Ukrainian table tennis player

Margaryta Volodymyrivna Pesotska (Маргарита Володимирівна Песоцька; born 9 August 1991 in Kyiv, Ukraine) is a Ukrainian table tennis player.

==Career==
Pesotska competed at the 2008 Summer Olympics, reaching the first round of the singles competition. She won the silver medal in singles event at the Table Tennis European Championships in 2009. Two years later she repeated her success by winning bronze at the 2011 European Championships. Next European-level success in the singles event came in 2018 when she reached finals at the European championships.

At the 2012 Summer Olympics, she reached the third round of the singles competition. Pesotska was also expected to participate at the 2016 Summer Olympics and was even granted an invitation but she withdrew from the Games due to injury.

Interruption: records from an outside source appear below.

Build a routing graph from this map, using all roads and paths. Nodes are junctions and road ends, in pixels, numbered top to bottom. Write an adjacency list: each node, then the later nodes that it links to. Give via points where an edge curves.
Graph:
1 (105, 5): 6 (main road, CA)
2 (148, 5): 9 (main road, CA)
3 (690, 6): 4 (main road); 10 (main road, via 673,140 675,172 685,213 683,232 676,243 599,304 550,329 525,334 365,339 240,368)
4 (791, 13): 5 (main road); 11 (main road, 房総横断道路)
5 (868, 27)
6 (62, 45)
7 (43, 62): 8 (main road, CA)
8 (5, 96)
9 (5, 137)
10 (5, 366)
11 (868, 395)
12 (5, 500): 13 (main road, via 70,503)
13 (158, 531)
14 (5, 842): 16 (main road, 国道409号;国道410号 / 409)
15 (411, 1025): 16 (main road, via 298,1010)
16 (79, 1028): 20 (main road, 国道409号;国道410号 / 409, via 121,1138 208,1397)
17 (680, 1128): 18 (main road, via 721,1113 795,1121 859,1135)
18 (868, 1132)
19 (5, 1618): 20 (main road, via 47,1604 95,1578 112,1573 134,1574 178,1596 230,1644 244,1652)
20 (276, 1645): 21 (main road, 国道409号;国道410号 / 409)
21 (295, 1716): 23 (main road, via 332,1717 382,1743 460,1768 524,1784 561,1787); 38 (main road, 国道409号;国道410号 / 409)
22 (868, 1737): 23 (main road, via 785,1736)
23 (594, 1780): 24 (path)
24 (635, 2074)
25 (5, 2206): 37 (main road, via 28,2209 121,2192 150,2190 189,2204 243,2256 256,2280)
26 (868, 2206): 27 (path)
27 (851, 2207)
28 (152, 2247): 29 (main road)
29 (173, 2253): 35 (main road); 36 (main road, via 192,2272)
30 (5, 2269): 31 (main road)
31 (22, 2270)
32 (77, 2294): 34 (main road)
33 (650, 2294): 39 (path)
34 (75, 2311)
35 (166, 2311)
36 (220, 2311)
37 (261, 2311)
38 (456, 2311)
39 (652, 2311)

Pesotska competed at the 2015 European Games where she lost in the quarterfinals in singles event and finished 4th in team event where Ukraine lost in bronze medal match to the Czech Republic. Pesotska is also 2015 European championships bronze medalist in women's team competition.

In March 2021, Pesotska played in WTT Doha. In the WTT Contender event, she upset eighth seed Adriana Diaz in the round of 32 but lost to Xiaona Shan in the round of 16. However, she was in turn upset by breakout star Shin Yubin in the round of 32 of the WTT Star Contender Event. In June, at the delayed 2020 European Championships, Pesotska won a bronze medal in the women's singles. At the Tokyo 2020 Olympics she was defeated by India's Manika Batra in the second round.

==Personal life==
She graduated from National Pedagogical Dragomanov University.

On 27 June 2015, she married her boyfriend Andrii Bratko.